Sundara Srivasthsan MSahnaaz MariamPrithivraj SLighittha P RSuchetha M^*Preethi S

• Vellore Institute of Technology - Chennai Campus, Chennai, India

The accuracy of papaya leaf disease classification is of highest priority in early-stage plant health surveillance and green farming. This paper presents HASPNet, a hierarchically attentive signal-preserving network specially designed for fine-grained papaya leaf disease classification from the newly proposed BDPapayaLeaf Dataset of 2159 high-resolution images of five pathological classes. The network introduces a coordinated hierarchical attention framework; by integrating residual feature fusion with sequential SE and CBAM modules, HASPNet synchronizes multi-scale signal preservation with dual-stage recalibration, allowing the model to isolate subtle pathological signatures while maintaining global structural integrity. The architecture is additionally optimized using Swish activation, depthwise separable convolutions, and a cosine warm-up learning rate schedule to produce efficient gradient flow and convergence stability.
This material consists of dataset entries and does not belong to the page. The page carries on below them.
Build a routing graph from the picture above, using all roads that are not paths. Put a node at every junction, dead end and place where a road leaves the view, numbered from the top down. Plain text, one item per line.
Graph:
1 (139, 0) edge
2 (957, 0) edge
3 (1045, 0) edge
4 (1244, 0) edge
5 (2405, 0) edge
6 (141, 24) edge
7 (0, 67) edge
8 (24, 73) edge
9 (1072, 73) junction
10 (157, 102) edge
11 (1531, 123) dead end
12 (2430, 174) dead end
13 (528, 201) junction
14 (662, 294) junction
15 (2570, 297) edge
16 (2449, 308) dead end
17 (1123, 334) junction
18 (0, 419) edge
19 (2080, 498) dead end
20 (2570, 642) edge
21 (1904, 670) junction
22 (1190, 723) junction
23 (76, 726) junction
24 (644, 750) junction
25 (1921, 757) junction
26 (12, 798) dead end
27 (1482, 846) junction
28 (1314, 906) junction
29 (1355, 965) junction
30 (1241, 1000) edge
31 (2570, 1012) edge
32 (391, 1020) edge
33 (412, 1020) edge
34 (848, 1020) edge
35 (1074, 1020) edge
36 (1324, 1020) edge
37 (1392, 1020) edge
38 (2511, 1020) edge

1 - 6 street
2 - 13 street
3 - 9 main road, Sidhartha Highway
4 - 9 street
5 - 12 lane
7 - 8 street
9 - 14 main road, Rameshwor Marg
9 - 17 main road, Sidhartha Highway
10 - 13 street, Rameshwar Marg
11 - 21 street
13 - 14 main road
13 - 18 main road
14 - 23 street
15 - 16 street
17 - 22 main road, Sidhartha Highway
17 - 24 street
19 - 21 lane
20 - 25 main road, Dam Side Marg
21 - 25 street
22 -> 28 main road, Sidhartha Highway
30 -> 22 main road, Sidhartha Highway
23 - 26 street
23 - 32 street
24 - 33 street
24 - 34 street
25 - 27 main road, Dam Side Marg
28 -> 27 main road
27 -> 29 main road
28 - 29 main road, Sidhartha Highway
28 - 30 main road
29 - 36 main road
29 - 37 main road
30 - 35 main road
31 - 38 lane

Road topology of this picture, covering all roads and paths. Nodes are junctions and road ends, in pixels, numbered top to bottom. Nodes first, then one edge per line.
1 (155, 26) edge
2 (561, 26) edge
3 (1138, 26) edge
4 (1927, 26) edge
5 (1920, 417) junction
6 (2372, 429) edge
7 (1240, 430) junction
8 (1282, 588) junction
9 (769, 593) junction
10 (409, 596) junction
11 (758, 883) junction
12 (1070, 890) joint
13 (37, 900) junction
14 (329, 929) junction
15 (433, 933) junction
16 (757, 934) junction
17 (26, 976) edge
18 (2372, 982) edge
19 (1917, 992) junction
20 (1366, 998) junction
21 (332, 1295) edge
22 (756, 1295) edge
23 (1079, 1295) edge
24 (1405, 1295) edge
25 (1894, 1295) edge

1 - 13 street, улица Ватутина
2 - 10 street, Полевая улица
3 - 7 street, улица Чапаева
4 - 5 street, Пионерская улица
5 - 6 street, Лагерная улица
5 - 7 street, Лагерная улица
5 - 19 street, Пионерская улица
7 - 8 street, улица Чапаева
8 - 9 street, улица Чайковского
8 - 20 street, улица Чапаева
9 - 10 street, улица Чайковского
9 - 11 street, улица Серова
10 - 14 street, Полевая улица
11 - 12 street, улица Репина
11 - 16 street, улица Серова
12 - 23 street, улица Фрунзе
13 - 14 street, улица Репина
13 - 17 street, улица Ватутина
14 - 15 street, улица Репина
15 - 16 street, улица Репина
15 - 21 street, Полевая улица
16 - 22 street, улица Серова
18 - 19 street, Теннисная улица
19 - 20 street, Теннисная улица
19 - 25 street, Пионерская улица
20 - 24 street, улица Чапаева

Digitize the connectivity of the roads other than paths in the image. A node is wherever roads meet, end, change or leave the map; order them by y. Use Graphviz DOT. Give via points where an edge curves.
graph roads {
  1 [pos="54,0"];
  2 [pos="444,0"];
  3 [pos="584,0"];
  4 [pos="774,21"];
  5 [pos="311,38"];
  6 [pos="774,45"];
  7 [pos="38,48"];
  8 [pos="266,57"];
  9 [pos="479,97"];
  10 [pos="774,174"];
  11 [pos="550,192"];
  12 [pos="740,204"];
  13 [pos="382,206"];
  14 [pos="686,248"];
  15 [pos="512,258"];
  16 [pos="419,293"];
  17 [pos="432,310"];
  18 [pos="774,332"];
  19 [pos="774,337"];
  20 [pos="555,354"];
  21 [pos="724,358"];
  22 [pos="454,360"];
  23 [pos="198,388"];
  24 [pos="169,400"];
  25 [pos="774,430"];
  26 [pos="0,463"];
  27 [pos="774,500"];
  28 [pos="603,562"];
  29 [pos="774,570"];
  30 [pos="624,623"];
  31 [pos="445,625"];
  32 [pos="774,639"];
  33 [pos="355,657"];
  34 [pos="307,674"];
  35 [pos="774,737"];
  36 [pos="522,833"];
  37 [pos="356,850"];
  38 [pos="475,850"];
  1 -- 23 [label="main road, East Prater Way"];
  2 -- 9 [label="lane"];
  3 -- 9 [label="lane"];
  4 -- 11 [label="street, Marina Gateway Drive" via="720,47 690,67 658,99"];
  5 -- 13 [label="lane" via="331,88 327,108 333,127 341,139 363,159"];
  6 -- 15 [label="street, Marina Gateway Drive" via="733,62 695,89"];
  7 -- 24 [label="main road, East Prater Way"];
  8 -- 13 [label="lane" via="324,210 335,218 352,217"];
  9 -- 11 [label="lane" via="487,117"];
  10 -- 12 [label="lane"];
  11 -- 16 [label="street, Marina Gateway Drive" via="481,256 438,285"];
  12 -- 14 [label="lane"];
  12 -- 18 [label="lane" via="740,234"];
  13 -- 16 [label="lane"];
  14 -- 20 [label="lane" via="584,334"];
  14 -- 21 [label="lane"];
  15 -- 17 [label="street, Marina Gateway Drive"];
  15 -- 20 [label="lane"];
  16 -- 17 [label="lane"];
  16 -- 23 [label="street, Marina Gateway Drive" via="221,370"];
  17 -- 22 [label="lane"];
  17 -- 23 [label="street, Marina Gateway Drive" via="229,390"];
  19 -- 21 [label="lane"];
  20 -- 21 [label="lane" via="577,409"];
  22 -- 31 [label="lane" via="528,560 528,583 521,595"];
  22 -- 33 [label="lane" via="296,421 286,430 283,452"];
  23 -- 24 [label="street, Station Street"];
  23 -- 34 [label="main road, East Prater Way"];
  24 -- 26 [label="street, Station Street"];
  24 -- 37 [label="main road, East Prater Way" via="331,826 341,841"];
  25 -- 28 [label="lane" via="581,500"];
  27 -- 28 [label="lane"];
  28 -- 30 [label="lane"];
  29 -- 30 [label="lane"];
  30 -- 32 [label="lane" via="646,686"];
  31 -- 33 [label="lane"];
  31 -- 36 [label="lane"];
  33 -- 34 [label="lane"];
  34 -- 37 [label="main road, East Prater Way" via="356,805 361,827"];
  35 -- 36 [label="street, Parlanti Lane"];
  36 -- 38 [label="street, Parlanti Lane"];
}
Exhaustive ablation experiments validate the critical contribution of each architectural block, and the complete HASPNet obtains an accuracy of 93.87% (corresponding to a 6.13% error rate), an F1-score of 94%, and a reduced inference time of 21.33 ms, by a large margin surpassing top state-of-the-art backbones like MobileNetV2, DenseNet121, Inception-V3, Xception, and ResNet50 in both performance and computational efficiency. Additionally, activation function experiments validate Swish as the optimal non-linearity for this task. Interpretability is enhanced using Grad-CAM visualizations, which validate the model's attention on disease-specific leaf regions. Given the lack of existing benchmarks for the BDPapayaLeaf Dataset, HASPNet is evaluated against standard CNN backbones (MobileNetV2, ResNet50, etc.) to establish a performance-complexity baseline, justifying its selection for resource-constrained agricultural environments. The results validate the model's domain adaptability, and it is a strong candidate for real-world agricultural diagnostic systems and a valuable addition to vision-based plant pathology.